Sunday, March 29, 2009

The Mantra of Avalokitesvara

How does a denizen of the Nepali Himalayas become affluent in a non-touristed region? Join the Indian army. Send the money home to your devoted wife, who purchases a TV and satellite dish, solar panels, Tibetan carpets, thangkas, and various adornments for the shrine. A large poster of an English manor and flower garden...true paradise. A sink and an improved hearth. Copper pots. A comfy bed. And a high quality sound system.

Thus it was that I found myself in a surprisingly clean and well-managed tea house in the non-touristed Ganesh Himal. In the early evening, hail pounded down on corrugated metal roofing, a good time to slurp Tibetan tea and rakshi.

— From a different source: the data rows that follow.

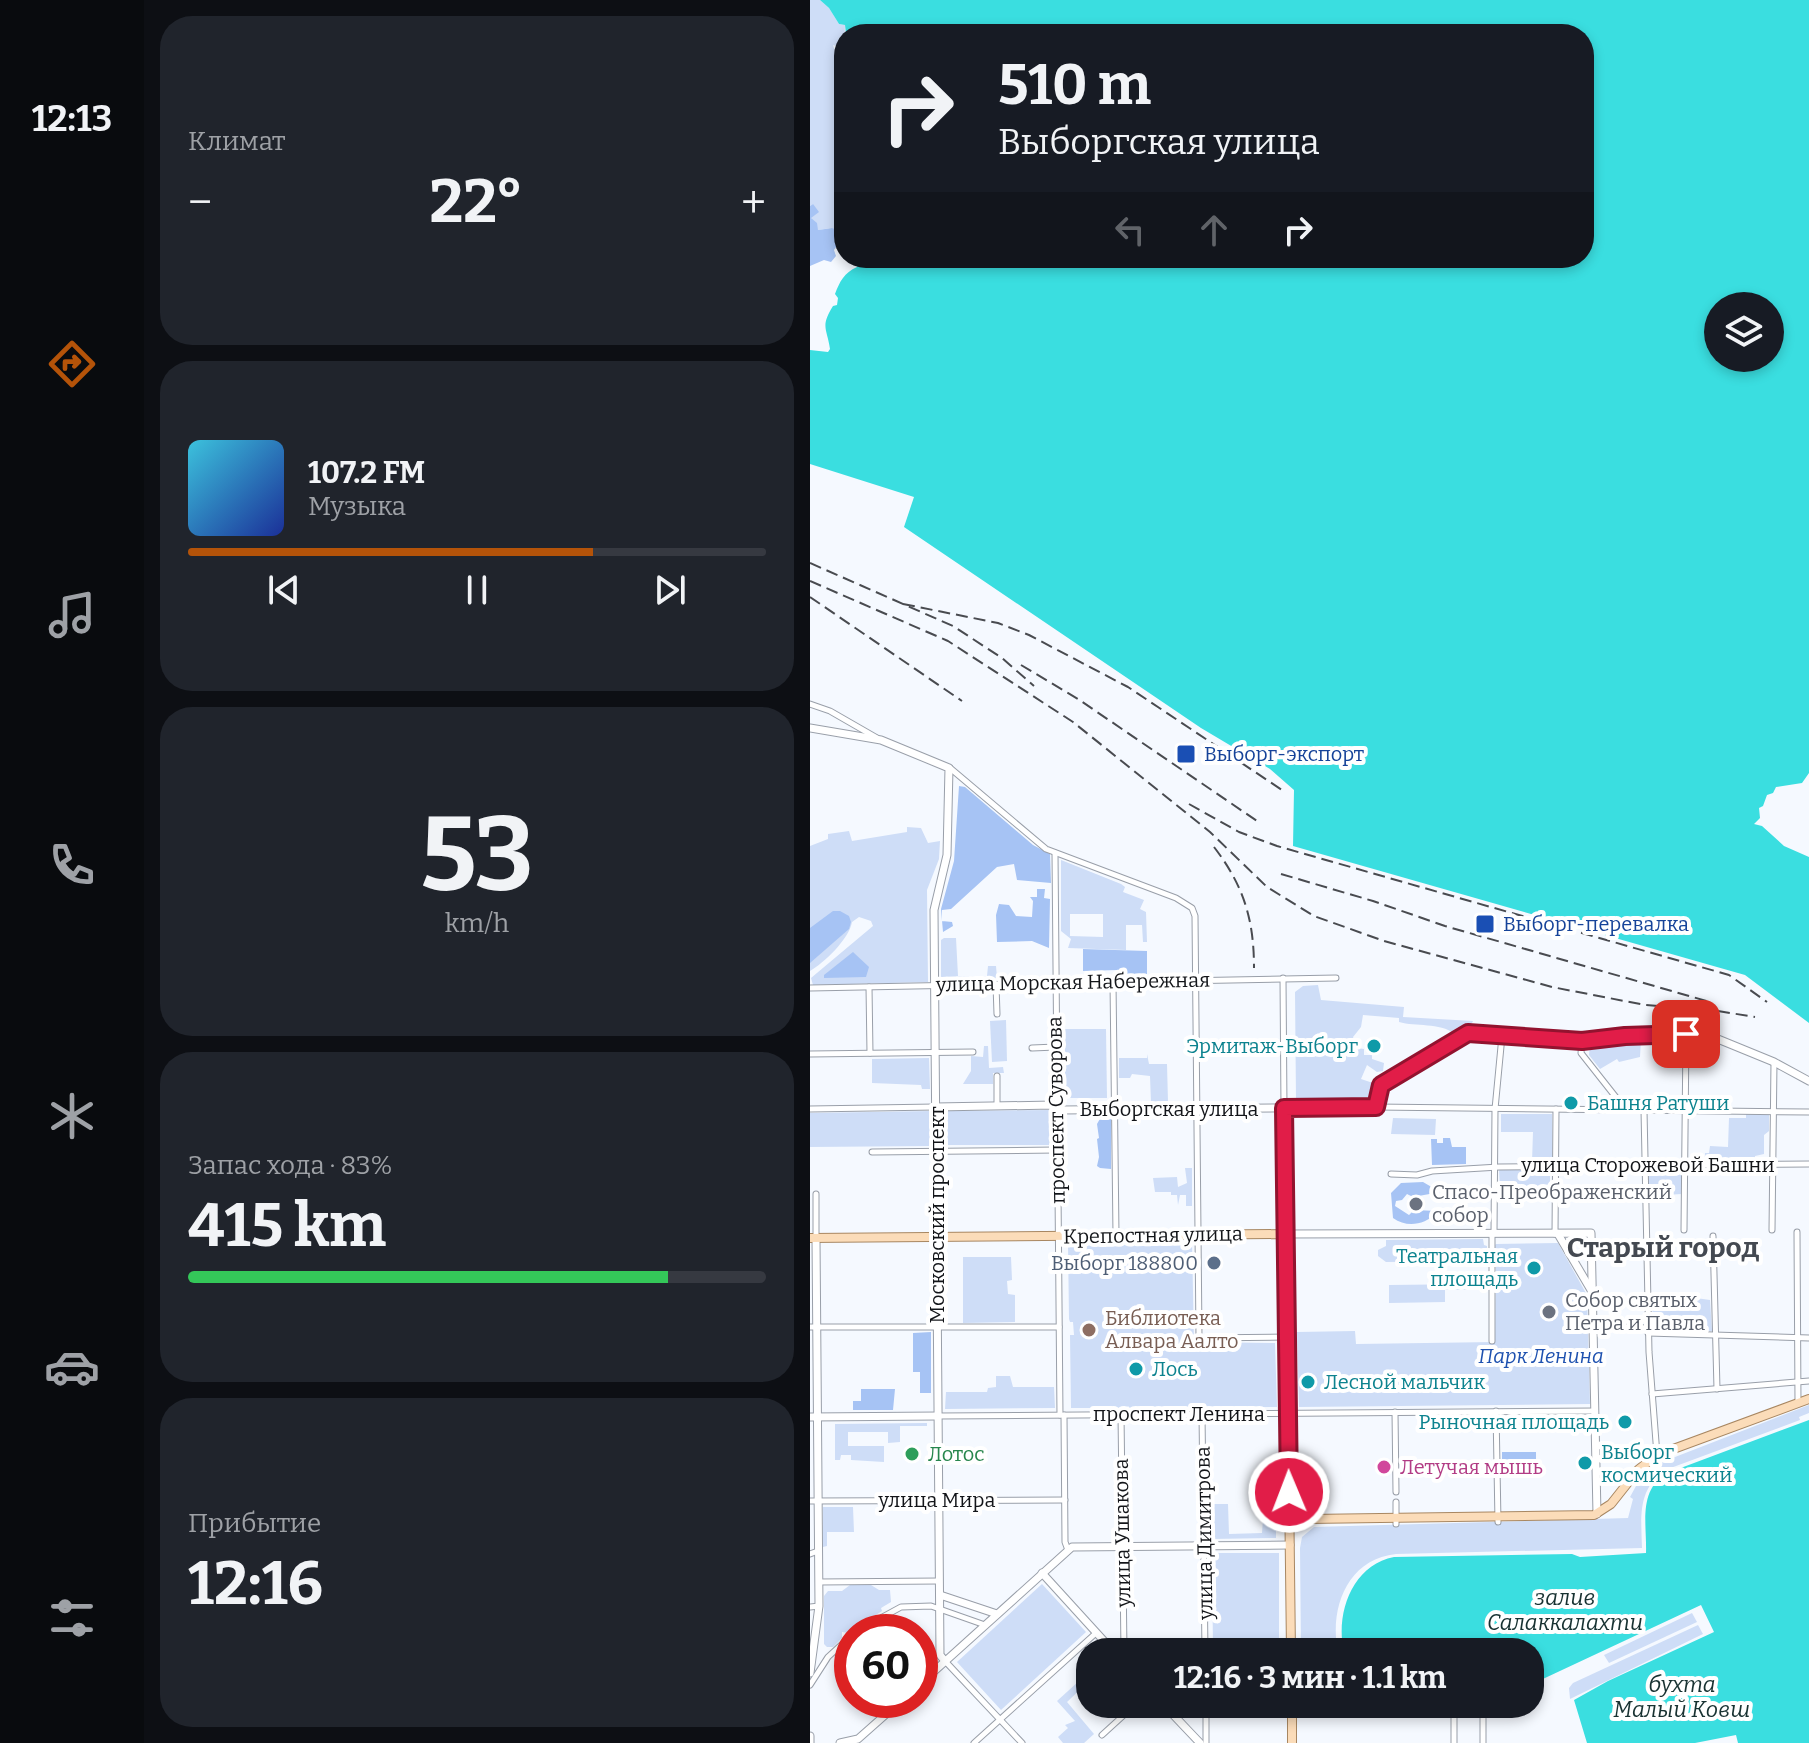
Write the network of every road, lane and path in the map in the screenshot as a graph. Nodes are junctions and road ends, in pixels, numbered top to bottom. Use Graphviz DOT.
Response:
graph roads {
  1 [pos="810,704"];
  2 [pos="843,719"];
  3 [pos="810,728"];
  4 [pos="838,731"];
  5 [pos="881,740"];
  6 [pos="949,768"];
  7 [pos="1055,853"];
  8 [pos="1283,978"];
  9 [pos="1336,978"];
  10 [pos="1194,980"];
  11 [pos="1113,982"];
  12 [pos="1055,983"];
  13 [pos="996,985"];
  14 [pos="935,986"];
  15 [pos="869,987"];
  16 [pos="810,988"];
  17 [pos="997,1014"];
  18 [pos="1686,1034"];
  19 [pos="1502,1036"];
  20 [pos="1582,1041"];
  21 [pos="1056,1047"];
  22 [pos="1032,1048"];
  23 [pos="936,1052"];
  24 [pos="973,1052"];
  25 [pos="870,1053"];
  26 [pos="810,1054"];
  27 [pos="1774,1062"];
  28 [pos="997,1076"];
  29 [pos="1809,1081"];
  30 [pos="997,1106"];
  31 [pos="936,1107"];
  32 [pos="1376,1107"];
  33 [pos="1057,1108"];
  34 [pos="1284,1108"];
  35 [pos="810,1109"];
  36 [pos="1196,1109"];
  37 [pos="1495,1109"];
  38 [pos="1556,1109"];
  39 [pos="1115,1110"];
  40 [pos="1626,1110"];
  41 [pos="1644,1110"];
  42 [pos="1685,1111"];
  43 [pos="1772,1112"];
  44 [pos="1809,1112"];
  45 [pos="937,1150"];
  46 [pos="1057,1150"];
  47 [pos="872,1152"];
  48 [pos="1772,1164"];
  49 [pos="1809,1164"];
  50 [pos="1645,1165"];
  51 [pos="1684,1165"];
  52 [pos="1556,1166"];
  53 [pos="1495,1168"];
  54 [pos="1391,1174"];
  55 [pos="816,1194"];
  56 [pos="1684,1230"];
  57 [pos="1772,1230"];
  58 [pos="1797,1232"];
  59 [pos="1493,1233"];
  60 [pos="1286,1234"];
  61 [pos="1556,1234"];
  62 [pos="1198,1235"];
  63 [pos="1058,1236"];
  64 [pos="1116,1236"];
  65 [pos="1713,1236"];
  66 [pos="937,1237"];
  67 [pos="813,1238"];
  68 [pos="1593,1293"];
  69 [pos="1594,1326"];
  70 [pos="814,1327"];
  71 [pos="938,1327"];
  72 [pos="1059,1327"];
  73 [pos="1648,1330"];
  74 [pos="1715,1335"];
  75 [pos="1287,1337"];
  76 [pos="1798,1337"];
  77 [pos="1809,1338"];
  78 [pos="1492,1341"];
  79 [pos="1809,1381"];
  80 [pos="1798,1382"];
  81 [pos="1717,1389"];
  82 [pos="1652,1394"];
  83 [pos="1809,1399"];
  84 [pos="1798,1404"];
  85 [pos="1496,1411"];
  86 [pos="1595,1411"];
  87 [pos="1395,1412"];
  88 [pos="1121,1414"];
  89 [pos="1202,1414"];
  90 [pos="1287,1414"];
  91 [pos="1062,1415"];
  92 [pos="938,1416"];
  93 [pos="814,1417"];
  94 [pos="1657,1455"];
  95 [pos="1396,1492"];
  96 [pos="1065,1500"];
  97 [pos="814,1501"];
  98 [pos="939,1501"];
  99 [pos="1396,1502"];
  100 [pos="1597,1514"];
  101 [pos="1498,1519"];
  102 [pos="1396,1521"];
  103 [pos="1289,1523"];
  104 [pos="1290,1545"];
  105 [pos="1122,1546"];
  106 [pos="1204,1546"];
  107 [pos="1068,1550"];
  108 [pos="814,1552"];
  109 [pos="1042,1573"];
  110 [pos="939,1581"];
  111 [pos="819,1582"];
  112 [pos="940,1595"];
  113 [pos="814,1606"];
  114 [pos="940,1609"];
  115 [pos="885,1614"];
  116 [pos="997,1614"];
  117 [pos="985,1625"];
  118 [pos="813,1626"];
  119 [pos="1096,1633"];
  120 [pos="1101,1638"];
  121 [pos="1124,1638"];
  122 [pos="1205,1638"];
  123 [pos="1291,1638"];
  124 [pos="834,1651"];
  125 [pos="811,1652"];
  126 [pos="945,1661"];
  127 [pos="938,1667"];
  128 [pos="810,1673"];
  129 [pos="810,1685"];
  130 [pos="882,1718"];
  131 [pos="1121,1718"];
  132 [pos="1176,1718"];
  133 [pos="1206,1718"];
  134 [pos="1292,1718"];
  135 [pos="1454,1718"];
  136 [pos="1483,1718"];
  137 [pos="1000,1720"];
  138 [pos="864,1734"];
  139 [pos="1102,1735"];
  140 [pos="810,1736"];
  141 [pos="810,1743"];
  142 [pos="840,1743"];
  143 [pos="871,1743"];
  144 [pos="974,1743"];
  145 [pos="1022,1743"];
  146 [pos="1200,1743"];
  147 [pos="1206,1743"];
  148 [pos="1292,1743"];
  149 [pos="1454,1743"];
  150 [pos="1483,1743"];
  1 -- 2 [label="street"];
  2 -- 4 [label="street"];
  2 -- 5 [label="street"];
  3 -- 4 [label="street"];
  4 -- 5 [label="street"];
  5 -- 6 [label="street"];
  6 -- 7 [label="street"];
  6 -- 14 [label="street, Московский проспект"];
  7 -- 10 [label="street"];
  7 -- 12 [label="street, проспект Суворова"];
  8 -- 9 [label="street, улица Морская Набережная"];
  8 -- 10 [label="street, улица Морская Набережная"];
  8 -- 34 [label="street"];
  10 -- 11 [label="street, улица Морская Набережная"];
  10 -- 36 [label="street"];
  11 -- 12 [label="street, улица Морская Набережная"];
  11 -- 39 [label="street"];
  12 -- 13 [label="street, улица Морская Набережная"];
  12 -- 21 [label="street, проспект Суворова"];
  13 -- 14 [label="street, улица Морская Набережная"];
  13 -- 17 [label="street"];
  14 -- 15 [label="street, улица Морская Набережная"];
  14 -- 23 [label="street, Московский проспект"];
  15 -- 16 [label="street, улица Морская Набережная"];
  15 -- 25 [label="street"];
  18 -- 20 [label="street"];
  18 -- 27 [label="street"];
  18 -- 42 [label="street"];
  19 -- 20 [label="street"];
  19 -- 32 [label="street"];
  19 -- 37 [label="street"];
  20 -- 40 [label="street"];
  21 -- 22 [label="street"];
  21 -- 33 [label="street, проспект Суворова"];
  23 -- 24 [label="street"];
  23 -- 25 [label="street"];
  23 -- 31 [label="street, Московский проспект"];
  25 -- 26 [label="street"];
  27 -- 29 [label="street"];
  27 -- 43 [label="street"];
  28 -- 30 [label="street"];
  30 -- 31 [label="street, Выборгская улица"];
  30 -- 33 [label="street, Выборгская улица"];
  31 -- 35 [label="street"];
  31 -- 45 [label="street, Московский проспект"];
  32 -- 34 [label="street, Выборгская улица"];
  32 -- 37 [label="street, Выборгская улица"];
  33 -- 39 [label="street, Выборгская улица"];
  33 -- 46 [label="street, проспект Суворова"];
  34 -- 36 [label="street, Выборгская улица"];
  34 -- 60 [label="street"];
  36 -- 39 [label="street, Выборгская улица"];
  36 -- 62 [label="street"];
  37 -- 38 [label="street, Выборгская улица"];
  37 -- 53 [label="street"];
  38 -- 40 [label="street, Выборгская улица"];
  38 -- 52 [label="street"];
  39 -- 64 [label="street"];
  40 -- 41 [label="street, Выборгская улица"];
  41 -- 42 [label="street, Выборгская улица"];
  41 -- 50 [label="street"];
  42 -- 43 [label="street, Выборгская улица"];
  42 -- 51 [label="street"];
  43 -- 44 [label="street, Выборгская улица"];
  43 -- 48 [label="street"];
  45 -- 46 [label="street"];
  45 -- 47 [label="street"];
  45 -- 66 [label="street, Московский проспект"];
  46 -- 63 [label="street, проспект Суворова"];
  48 -- 49 [label="street, улица Сторожевой Башни"];
  48 -- 51 [label="street, улица Сторожевой Башни"];
  48 -- 57 [label="street"];
  50 -- 51 [label="street, улица Сторожевой Башни"];
  50 -- 52 [label="street, улица Сторожевой Башни"];
  50 -- 73 [label="street"];
  51 -- 56 [label="street"];
  52 -- 53 [label="street, улица Сторожевой Башни"];
  52 -- 61 [label="street"];
  53 -- 54 [label="street, улица Сторожевой Башни"];
  53 -- 59 [label="street"];
  55 -- 67 [label="street"];
  58 -- 76 [label="street"];
  59 -- 60 [label="street, Крепостная улица"];
  59 -- 61 [label="street, Крепостная улица"];
  59 -- 78 [label="street"];
  60 -- 62 [label="main road, Крепостная улица"];
  60 -- 75 [label="main road"];
  61 -- 68 [label="street"];
  61 -- 68 [label="street, Крепостная улица"];
  62 -- 64 [label="main road, Крепостная улица"];
  62 -- 75 [label="street"];
  63 -- 64 [label="main road, Крепостная улица"];
  63 -- 66 [label="main road, Крепостная улица"];
  63 -- 72 [label="street, проспект Суворова"];
  65 -- 74 [label="street"];
  66 -- 67 [label="main road, Крепостная улица"];
  66 -- 71 [label="street, Московский проспект"];
  67 -- 70 [label="street"];
  68 -- 69 [label="street"];
  69 -- 73 [label="street"];
  69 -- 86 [label="street"];
  70 -- 71 [label="street"];
  70 -- 93 [label="street"];
  71 -- 72 [label="street"];
  71 -- 92 [label="street, Московский проспект"];
  72 -- 91 [label="street, проспект Суворова"];
  73 -- 74 [label="street"];
  73 -- 82 [label="street"];
  74 -- 76 [label="street"];
  74 -- 81 [label="street"];
  75 -- 90 [label="main road"];
  76 -- 77 [label="street"];
  76 -- 80 [label="street"];
  79 -- 80 [label="street"];
  80 -- 81 [label="street"];
  80 -- 84 [label="street"];
  81 -- 82 [label="street"];
  82 -- 94 [label="street"];
  83 -- 84 [label="main road"];
  84 -- 94 [label="main road"];
  85 -- 86 [label="street, проспект Ленина"];
  85 -- 87 [label="street, проспект Ленина"];
  85 -- 101 [label="street"];
  86 -- 100 [label="street"];
  87 -- 90 [label="street, проспект Ленина"];
  87 -- 95 [label="street"];
  88 -- 89 [label="street, проспект Ленина"];
  88 -- 91 [label="street, проспект Ленина"];
  88 -- 105 [label="street, улица Ушакова"];
  89 -- 90 [label="street, проспект Ленина"];
  89 -- 106 [label="street, улица Димитрова"];
  90 -- 103 [label="main road"];
  91 -- 92 [label="street, проспект Ленина"];
  91 -- 96 [label="street, проспект Суворова"];
  92 -- 93 [label="street, проспект Ленина"];
  92 -- 98 [label="street, Московский проспект"];
  93 -- 97 [label="street"];
  94 -- 100 [label="main road"];
  96 -- 98 [label="street, улица Мира"];
  96 -- 107 [label="street, проспект Суворова"];
  97 -- 98 [label="street, улица Мира"];
  97 -- 108 [label="street"];
  98 -- 110 [label="street, Московский проспект"];
  99 -- 102 [label="street"];
  100 -- 101 [label="main road"];
  101 -- 102 [label="main road"];
  102 -- 103 [label="main road"];
  103 -- 104 [label="main road"];
  104 -- 106 [label="street"];
  104 -- 123 [label="main road"];
  105 -- 106 [label="street"];
  105 -- 107 [label="street"];
  105 -- 121 [label="street, улица Ушакова"];
  106 -- 122 [label="street, улица Димитрова"];
  107 -- 109 [label="street"];
  108 -- 111 [label="street"];
  109 -- 116 [label="street"];
  109 -- 119 [label="street"];
  110 -- 111 [label="street"];
  110 -- 112 [label="street, Московский проспект"];
  111 -- 113 [label="street"];
  112 -- 114 [label="street, Московский проспект"];
  112 -- 116 [label="street"];
  113 -- 118 [label="street"];
  114 -- 115 [label="street"];
  114 -- 117 [label="street"];
  114 -- 126 [label="street, Московский проспект"];
  116 -- 117 [label="street"];
  117 -- 126 [label="street"];
  118 -- 125 [label="street"];
  119 -- 120 [label="street"];
  119 -- 137 [label="street"];
  124 -- 129 [label="street"];
  125 -- 128 [label="street"];
  126 -- 127 [label="street"];
  126 -- 137 [label="street"];
  130 -- 138 [label="street"];
  131 -- 139 [label="street"];
  132 -- 146 [label="street"];
  133 -- 147 [label="street"];
  134 -- 148 [label="main road"];
  135 -- 149 [label="street"];
  136 -- 150 [label="street"];
  137 -- 144 [label="street"];
  137 -- 145 [label="street"];
  138 -- 142 [label="street"];
  138 -- 143 [label="street"];
  140 -- 141 [label="street"];
}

At 6:00 AM, I was blasted out of a cozy sleep via the above Mantra of Avalokitesvara, piped directly into the sleeping quarters. The reaction was irritation. I paid good rupees for my sleep. Those feelings dissipated quickly. The sky was clear, the Himalayan foothills green, prayer flags flapping in the breeze, and the villagers were an hour into their routines. This rendering of the Mantra is mind-blowing, as far as I'm concerned.

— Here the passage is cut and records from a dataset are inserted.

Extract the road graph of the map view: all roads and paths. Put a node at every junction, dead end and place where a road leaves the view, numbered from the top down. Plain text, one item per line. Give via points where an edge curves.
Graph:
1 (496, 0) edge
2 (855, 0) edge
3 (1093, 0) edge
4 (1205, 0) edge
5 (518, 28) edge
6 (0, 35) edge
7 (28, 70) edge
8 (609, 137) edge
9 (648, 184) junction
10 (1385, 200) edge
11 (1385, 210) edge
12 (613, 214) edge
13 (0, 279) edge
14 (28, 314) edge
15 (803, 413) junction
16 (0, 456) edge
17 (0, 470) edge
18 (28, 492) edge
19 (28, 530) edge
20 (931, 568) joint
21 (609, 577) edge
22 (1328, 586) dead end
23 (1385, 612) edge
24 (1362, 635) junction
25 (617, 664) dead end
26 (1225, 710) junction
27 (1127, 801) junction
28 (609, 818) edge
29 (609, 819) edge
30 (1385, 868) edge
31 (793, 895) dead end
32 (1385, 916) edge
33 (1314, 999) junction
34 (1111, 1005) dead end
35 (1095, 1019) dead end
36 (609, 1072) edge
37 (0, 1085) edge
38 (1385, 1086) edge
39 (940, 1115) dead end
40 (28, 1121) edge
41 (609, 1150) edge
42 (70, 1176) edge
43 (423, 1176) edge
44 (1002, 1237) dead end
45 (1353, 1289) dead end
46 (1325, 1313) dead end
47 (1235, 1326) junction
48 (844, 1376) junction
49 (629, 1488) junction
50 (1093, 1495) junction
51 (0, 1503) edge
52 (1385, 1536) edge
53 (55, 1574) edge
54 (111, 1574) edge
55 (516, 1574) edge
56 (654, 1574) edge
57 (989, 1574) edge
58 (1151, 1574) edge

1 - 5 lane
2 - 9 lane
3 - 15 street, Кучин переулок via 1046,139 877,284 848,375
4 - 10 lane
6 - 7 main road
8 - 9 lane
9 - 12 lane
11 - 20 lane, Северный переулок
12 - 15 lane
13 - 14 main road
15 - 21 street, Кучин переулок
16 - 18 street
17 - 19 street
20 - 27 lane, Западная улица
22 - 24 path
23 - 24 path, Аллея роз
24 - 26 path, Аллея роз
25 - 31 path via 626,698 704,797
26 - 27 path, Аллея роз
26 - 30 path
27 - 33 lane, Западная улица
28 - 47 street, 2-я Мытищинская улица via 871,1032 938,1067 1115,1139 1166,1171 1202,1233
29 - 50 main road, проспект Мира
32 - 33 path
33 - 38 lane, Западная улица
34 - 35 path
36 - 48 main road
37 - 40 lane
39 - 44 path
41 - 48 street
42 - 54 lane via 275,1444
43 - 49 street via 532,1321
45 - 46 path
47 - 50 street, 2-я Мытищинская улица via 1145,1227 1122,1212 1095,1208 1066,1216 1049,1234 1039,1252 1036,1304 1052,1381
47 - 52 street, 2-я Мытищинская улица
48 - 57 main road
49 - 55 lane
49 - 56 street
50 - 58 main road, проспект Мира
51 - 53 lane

Some folks, mostly Westerners, describe this take on the Mantra as "new-agey" or "inauthentic" or "over-produced". You wouldn't have heard this melody wafting out of Himalayan gompas 15 years ago, much less a century. The instrumentation is not entirely Tibetan. That doesn't stop lay Buddhists, and even some Hindus, from dropping the cassette into cassette players (no iPods as yet) as they trod through the mountains, rewinding every 23 minutes and 55 seconds. The tune, if it can be called that, emanates alongside juniper and pine incense from shops in Boudhanath, Thamel, and elsewhere in the Kathmandu valley. I feel a tinge of pity for anyone who fails to be transported.